:: Problem to solve ::
Of all the lines in the entries below, give again exactly those starting at the line containing "M201,374L217,394L203,405L188,384Z" and ending at the line containing "M676,1L947,366", both ends included, and no others.

Stored data
○ ○ ○ ○ ○
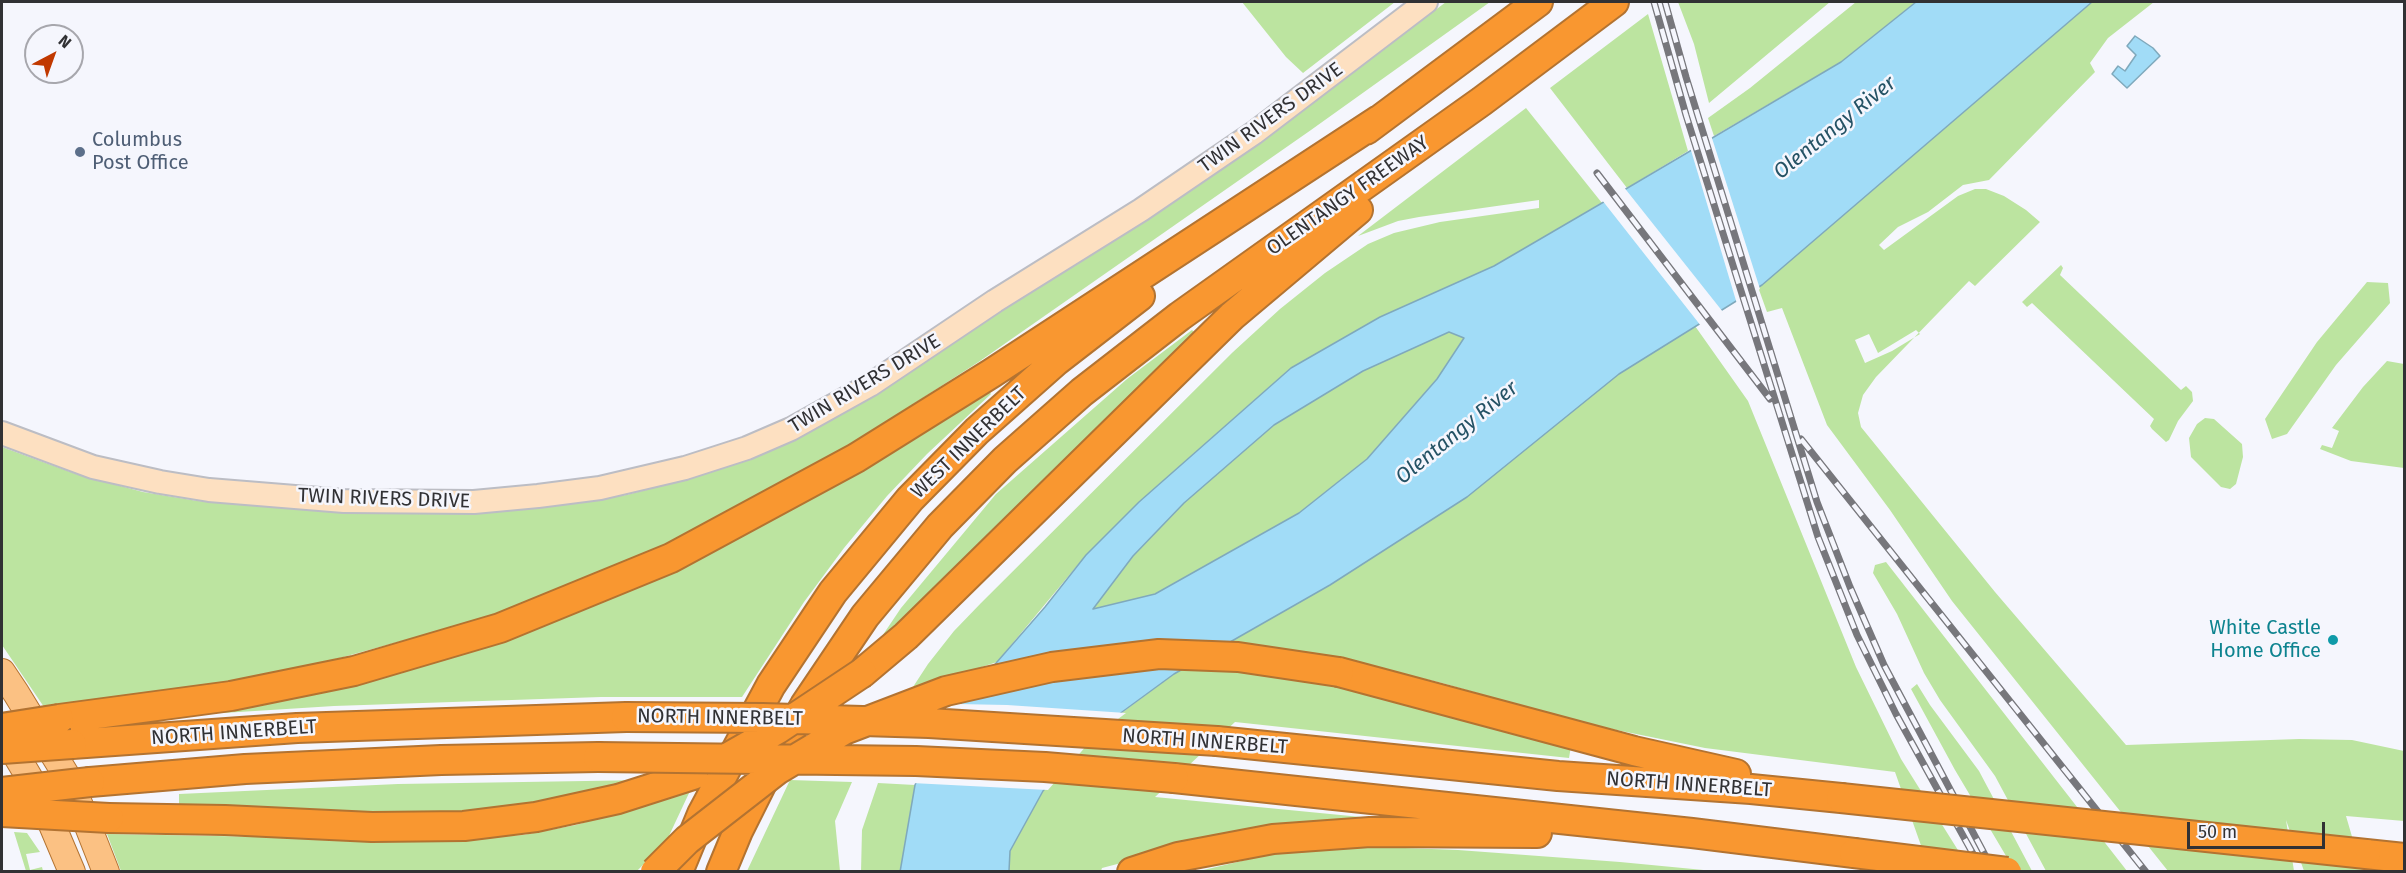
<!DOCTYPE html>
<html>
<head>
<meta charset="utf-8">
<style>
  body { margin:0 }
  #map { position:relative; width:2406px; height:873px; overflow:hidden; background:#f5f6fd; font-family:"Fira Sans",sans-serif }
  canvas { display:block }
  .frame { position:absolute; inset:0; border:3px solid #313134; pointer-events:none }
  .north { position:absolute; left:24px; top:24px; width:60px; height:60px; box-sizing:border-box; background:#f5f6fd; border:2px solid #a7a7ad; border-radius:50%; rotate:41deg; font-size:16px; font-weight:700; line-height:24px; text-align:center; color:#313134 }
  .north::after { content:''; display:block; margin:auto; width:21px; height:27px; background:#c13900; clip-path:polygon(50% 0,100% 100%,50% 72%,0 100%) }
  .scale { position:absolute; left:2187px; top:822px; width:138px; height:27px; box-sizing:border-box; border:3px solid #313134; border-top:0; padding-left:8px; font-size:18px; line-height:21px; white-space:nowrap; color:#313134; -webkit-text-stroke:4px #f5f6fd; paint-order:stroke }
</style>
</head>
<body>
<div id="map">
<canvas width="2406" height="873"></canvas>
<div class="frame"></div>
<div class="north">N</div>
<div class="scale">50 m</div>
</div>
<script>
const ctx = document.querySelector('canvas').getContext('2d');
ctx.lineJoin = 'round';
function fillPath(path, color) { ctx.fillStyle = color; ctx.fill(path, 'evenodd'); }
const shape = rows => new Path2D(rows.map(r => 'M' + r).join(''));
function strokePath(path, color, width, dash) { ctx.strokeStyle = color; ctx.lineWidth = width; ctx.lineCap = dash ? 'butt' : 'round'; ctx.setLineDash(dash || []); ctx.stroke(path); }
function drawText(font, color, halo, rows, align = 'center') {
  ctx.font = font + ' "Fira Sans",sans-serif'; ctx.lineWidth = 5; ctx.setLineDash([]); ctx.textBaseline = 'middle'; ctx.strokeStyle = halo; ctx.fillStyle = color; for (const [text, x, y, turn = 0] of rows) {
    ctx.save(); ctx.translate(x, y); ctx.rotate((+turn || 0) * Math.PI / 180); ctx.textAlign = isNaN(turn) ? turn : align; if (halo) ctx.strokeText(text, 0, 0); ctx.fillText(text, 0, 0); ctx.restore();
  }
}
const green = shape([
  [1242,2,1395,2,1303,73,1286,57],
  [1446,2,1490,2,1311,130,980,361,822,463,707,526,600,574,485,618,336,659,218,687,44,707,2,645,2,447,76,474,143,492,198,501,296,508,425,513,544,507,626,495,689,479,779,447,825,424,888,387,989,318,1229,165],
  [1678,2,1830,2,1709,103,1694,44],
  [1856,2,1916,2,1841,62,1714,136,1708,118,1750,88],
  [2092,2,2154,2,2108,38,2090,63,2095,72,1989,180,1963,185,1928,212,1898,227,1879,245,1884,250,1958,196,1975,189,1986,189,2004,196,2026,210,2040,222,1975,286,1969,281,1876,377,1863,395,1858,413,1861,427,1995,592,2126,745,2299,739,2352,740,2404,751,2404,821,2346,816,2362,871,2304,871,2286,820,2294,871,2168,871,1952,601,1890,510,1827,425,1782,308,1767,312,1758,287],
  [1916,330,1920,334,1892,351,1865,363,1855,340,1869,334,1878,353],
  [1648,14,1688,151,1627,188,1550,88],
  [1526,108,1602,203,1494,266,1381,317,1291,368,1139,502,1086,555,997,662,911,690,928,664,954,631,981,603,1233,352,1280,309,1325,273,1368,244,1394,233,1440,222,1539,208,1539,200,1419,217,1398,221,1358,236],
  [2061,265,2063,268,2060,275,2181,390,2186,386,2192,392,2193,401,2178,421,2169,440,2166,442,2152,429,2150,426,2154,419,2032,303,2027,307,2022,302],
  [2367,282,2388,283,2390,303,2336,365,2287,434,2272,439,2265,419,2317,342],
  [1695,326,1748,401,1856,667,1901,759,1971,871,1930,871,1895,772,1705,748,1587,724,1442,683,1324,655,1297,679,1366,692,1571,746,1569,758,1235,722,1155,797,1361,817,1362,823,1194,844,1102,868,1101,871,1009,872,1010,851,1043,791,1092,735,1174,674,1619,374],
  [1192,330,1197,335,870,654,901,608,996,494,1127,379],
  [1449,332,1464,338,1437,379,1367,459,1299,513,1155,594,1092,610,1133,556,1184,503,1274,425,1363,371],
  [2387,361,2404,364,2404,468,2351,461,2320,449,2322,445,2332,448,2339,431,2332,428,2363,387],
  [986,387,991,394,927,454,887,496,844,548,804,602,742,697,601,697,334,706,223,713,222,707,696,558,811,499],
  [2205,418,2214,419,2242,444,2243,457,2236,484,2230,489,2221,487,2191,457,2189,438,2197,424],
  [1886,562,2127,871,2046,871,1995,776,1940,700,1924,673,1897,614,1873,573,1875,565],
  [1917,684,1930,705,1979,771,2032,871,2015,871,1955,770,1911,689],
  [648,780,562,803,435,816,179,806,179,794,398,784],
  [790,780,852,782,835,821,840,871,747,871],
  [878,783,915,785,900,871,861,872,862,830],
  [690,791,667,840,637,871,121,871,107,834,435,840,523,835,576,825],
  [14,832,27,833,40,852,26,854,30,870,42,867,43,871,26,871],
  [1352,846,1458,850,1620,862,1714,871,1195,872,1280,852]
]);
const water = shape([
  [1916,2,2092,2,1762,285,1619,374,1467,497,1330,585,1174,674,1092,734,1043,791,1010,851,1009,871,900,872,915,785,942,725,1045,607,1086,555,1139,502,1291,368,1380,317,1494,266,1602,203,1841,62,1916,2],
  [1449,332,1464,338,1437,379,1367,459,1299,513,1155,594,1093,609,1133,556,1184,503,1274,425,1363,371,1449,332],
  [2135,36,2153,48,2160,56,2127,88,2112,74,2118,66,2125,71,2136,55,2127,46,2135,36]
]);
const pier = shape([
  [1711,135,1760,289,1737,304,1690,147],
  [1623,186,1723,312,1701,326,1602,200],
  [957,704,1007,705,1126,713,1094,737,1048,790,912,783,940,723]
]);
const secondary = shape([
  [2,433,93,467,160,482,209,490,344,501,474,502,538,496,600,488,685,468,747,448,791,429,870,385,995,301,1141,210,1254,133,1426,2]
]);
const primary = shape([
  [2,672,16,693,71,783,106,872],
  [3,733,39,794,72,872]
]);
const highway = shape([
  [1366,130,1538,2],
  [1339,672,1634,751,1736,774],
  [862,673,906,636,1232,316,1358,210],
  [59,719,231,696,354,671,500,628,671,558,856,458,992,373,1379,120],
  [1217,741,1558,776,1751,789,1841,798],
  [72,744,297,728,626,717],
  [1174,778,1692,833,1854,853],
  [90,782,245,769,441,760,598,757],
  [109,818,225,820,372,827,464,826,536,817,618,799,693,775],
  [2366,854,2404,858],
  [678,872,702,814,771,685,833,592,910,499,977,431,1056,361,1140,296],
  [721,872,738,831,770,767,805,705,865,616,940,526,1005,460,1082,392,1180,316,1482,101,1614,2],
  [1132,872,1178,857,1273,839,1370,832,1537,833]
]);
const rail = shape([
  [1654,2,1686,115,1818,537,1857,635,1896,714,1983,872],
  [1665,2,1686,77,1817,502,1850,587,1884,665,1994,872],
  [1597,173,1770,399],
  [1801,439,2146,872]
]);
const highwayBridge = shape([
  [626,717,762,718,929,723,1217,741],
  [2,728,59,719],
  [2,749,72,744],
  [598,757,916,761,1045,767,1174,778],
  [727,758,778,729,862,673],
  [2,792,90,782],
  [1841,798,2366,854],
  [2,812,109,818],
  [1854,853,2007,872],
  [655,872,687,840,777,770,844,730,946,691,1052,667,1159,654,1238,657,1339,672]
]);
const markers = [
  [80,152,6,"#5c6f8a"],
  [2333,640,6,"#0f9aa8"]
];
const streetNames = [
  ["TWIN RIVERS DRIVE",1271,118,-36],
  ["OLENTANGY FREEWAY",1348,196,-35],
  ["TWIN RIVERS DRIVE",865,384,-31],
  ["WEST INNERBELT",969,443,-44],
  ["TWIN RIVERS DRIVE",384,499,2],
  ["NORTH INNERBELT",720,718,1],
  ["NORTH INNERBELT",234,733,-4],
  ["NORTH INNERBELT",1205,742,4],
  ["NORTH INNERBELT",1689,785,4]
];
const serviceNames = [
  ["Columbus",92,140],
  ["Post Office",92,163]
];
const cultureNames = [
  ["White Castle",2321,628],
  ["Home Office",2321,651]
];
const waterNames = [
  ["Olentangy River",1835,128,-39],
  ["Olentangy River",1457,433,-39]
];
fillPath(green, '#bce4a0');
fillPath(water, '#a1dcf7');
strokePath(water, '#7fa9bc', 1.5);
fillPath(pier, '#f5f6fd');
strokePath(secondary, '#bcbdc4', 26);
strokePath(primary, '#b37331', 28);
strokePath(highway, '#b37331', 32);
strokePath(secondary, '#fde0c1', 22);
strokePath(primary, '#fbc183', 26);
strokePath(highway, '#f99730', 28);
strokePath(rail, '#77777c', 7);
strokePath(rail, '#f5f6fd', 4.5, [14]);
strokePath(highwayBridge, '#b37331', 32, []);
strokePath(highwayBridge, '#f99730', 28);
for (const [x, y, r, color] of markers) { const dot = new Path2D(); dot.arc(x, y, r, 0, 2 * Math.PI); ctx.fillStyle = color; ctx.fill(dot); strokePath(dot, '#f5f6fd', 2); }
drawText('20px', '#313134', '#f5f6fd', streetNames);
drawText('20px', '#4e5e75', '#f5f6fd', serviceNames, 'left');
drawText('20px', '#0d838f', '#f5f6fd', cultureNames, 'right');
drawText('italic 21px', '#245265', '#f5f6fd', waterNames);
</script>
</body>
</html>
○ ○ ○ ○ ○
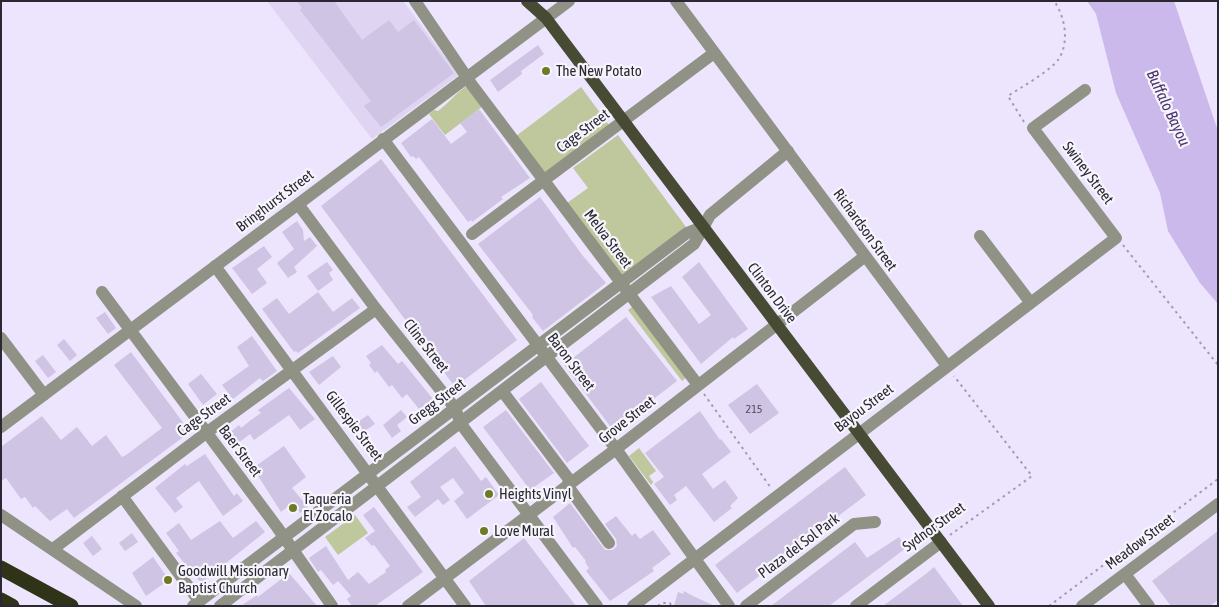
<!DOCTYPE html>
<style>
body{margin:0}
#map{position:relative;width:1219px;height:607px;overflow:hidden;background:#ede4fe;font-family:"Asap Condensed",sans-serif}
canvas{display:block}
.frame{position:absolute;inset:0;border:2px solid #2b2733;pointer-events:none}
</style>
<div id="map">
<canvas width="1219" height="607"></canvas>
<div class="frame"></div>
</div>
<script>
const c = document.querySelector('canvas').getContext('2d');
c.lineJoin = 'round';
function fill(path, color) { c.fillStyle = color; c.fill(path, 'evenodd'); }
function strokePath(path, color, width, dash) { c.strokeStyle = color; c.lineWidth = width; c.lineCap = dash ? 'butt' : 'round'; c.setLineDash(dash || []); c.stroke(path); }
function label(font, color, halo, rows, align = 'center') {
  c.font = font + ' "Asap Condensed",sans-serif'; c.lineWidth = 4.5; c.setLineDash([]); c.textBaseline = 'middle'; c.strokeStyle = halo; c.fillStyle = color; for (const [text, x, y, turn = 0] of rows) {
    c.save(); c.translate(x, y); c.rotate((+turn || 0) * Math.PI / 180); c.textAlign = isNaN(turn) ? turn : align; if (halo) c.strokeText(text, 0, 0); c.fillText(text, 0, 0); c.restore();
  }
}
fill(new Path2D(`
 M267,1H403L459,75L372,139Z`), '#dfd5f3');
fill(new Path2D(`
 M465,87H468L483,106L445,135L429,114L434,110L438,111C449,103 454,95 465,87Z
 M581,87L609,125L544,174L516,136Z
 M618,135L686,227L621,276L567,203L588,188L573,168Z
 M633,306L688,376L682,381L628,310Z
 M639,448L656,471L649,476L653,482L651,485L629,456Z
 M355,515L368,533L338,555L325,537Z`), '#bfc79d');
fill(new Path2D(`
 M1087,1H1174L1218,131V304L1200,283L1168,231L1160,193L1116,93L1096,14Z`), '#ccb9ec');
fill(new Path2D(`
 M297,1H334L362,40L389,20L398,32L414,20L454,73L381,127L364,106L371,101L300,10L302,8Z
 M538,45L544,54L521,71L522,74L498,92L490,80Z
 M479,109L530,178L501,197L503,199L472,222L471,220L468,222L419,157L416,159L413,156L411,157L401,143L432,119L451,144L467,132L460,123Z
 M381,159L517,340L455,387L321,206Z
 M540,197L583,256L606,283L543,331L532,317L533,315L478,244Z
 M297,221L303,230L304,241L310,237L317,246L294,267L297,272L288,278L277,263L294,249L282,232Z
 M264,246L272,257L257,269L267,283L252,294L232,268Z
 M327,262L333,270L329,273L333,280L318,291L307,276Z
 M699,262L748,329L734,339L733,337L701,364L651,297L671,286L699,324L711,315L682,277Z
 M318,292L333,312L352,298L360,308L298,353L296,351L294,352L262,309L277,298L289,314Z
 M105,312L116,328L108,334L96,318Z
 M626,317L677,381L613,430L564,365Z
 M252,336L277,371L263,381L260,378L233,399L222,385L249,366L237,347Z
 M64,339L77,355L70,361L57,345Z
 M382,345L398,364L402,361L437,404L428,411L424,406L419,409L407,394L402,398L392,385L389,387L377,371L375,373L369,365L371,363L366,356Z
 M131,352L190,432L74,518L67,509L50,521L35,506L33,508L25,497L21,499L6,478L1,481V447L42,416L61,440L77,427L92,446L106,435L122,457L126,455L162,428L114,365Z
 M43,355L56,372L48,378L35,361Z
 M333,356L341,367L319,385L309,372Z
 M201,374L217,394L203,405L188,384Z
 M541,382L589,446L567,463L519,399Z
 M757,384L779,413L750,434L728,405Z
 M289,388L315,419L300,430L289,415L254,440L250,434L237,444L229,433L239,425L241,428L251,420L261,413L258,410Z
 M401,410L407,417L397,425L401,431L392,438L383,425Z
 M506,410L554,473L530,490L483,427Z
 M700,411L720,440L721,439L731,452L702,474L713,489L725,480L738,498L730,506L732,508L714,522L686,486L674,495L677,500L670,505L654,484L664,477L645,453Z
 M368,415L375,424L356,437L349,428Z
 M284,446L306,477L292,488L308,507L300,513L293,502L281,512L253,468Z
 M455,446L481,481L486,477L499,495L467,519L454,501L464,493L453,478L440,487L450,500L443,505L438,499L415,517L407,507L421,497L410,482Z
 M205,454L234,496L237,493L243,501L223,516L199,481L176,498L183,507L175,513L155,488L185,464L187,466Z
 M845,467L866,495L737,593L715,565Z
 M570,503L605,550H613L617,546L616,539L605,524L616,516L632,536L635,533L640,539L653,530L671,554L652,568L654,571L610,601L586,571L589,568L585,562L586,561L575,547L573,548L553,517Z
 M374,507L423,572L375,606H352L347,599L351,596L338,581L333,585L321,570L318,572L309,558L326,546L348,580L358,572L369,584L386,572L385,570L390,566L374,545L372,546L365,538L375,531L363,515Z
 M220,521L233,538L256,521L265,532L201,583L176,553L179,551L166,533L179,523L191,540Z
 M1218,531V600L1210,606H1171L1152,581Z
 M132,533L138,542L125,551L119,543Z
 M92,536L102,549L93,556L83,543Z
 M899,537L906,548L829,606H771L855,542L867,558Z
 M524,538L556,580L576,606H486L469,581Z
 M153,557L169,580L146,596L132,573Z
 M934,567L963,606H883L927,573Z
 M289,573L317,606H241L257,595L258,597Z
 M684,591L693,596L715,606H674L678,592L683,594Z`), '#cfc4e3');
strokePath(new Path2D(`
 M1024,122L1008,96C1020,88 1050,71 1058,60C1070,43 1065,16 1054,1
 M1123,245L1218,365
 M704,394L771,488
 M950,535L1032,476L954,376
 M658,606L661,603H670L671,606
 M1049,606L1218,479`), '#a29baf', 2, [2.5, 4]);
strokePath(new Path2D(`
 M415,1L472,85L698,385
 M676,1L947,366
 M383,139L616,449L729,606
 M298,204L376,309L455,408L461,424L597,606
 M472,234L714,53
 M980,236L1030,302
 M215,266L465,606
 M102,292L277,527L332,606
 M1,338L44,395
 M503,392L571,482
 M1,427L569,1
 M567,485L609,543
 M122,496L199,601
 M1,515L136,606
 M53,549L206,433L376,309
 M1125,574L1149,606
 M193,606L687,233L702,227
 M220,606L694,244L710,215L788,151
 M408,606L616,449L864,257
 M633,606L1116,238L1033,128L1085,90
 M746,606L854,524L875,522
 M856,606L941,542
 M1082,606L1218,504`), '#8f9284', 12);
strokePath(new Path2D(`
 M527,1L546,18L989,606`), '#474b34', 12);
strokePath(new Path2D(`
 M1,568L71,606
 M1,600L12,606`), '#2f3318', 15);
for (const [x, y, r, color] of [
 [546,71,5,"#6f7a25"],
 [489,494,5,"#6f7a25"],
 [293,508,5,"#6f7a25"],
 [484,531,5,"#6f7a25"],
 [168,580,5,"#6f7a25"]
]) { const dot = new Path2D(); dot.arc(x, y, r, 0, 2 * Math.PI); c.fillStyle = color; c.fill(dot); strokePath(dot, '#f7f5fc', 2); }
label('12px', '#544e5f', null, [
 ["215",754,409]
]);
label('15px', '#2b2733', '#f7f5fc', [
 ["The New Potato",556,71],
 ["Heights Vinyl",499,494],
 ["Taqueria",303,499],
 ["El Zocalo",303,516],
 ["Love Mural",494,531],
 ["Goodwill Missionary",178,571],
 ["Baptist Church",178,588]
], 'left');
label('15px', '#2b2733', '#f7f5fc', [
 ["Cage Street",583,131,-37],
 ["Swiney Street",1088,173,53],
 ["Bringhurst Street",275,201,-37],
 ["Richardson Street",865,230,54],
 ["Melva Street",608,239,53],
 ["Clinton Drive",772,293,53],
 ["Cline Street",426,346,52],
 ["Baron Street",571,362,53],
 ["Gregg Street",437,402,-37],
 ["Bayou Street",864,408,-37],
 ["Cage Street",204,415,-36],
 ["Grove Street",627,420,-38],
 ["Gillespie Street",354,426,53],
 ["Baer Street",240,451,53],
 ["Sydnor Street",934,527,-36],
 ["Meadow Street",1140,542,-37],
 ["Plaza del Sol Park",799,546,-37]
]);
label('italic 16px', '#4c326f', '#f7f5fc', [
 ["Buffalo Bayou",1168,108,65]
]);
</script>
○ ○ ○ ○ ○
:: Solution to this task ::
 M201,374L217,394L203,405L188,384Z
 M541,382L589,446L567,463L519,399Z
 M757,384L779,413L750,434L728,405Z
 M289,388L315,419L300,430L289,415L254,440L250,434L237,444L229,433L239,425L241,428L251,420L261,413L258,410Z
 M401,410L407,417L397,425L401,431L392,438L383,425Z
 M506,410L554,473L530,490L483,427Z
 M700,411L720,440L721,439L731,452L702,474L713,489L725,480L738,498L730,506L732,508L714,522L686,486L674,495L677,500L670,505L654,484L664,477L645,453Z
 M368,415L375,424L356,437L349,428Z
 M284,446L306,477L292,488L308,507L300,513L293,502L281,512L253,468Z
 M455,446L481,481L486,477L499,495L467,519L454,501L464,493L453,478L440,487L450,500L443,505L438,499L415,517L407,507L421,497L410,482Z
 M205,454L234,496L237,493L243,501L223,516L199,481L176,498L183,507L175,513L155,488L185,464L187,466Z
 M845,467L866,495L737,593L715,565Z
 M570,503L605,550H613L617,546L616,539L605,524L616,516L632,536L635,533L640,539L653,530L671,554L652,568L654,571L610,601L586,571L589,568L585,562L586,561L575,547L573,548L553,517Z
 M374,507L423,572L375,606H352L347,599L351,596L338,581L333,585L321,570L318,572L309,558L326,546L348,580L358,572L369,584L386,572L385,570L390,566L374,545L372,546L365,538L375,531L363,515Z
 M220,521L233,538L256,521L265,532L201,583L176,553L179,551L166,533L179,523L191,540Z
 M1218,531V600L1210,606H1171L1152,581Z
 M132,533L138,542L125,551L119,543Z
 M92,536L102,549L93,556L83,543Z
 M899,537L906,548L829,606H771L855,542L867,558Z
 M524,538L556,580L576,606H486L469,581Z
 M153,557L169,580L146,596L132,573Z
 M934,567L963,606H883L927,573Z
 M289,573L317,606H241L257,595L258,597Z
 M684,591L693,596L715,606H674L678,592L683,594Z`), '#cfc4e3');
strokePath(new Path2D(`
 M1024,122L1008,96C1020,88 1050,71 1058,60C1070,43 1065,16 1054,1
 M1123,245L1218,365
 M704,394L771,488
 M950,535L1032,476L954,376
 M658,606L661,603H670L671,606
 M1049,606L1218,479`), '#a29baf', 2, [2.5, 4]);
strokePath(new Path2D(`
 M415,1L472,85L698,385
 M676,1L947,366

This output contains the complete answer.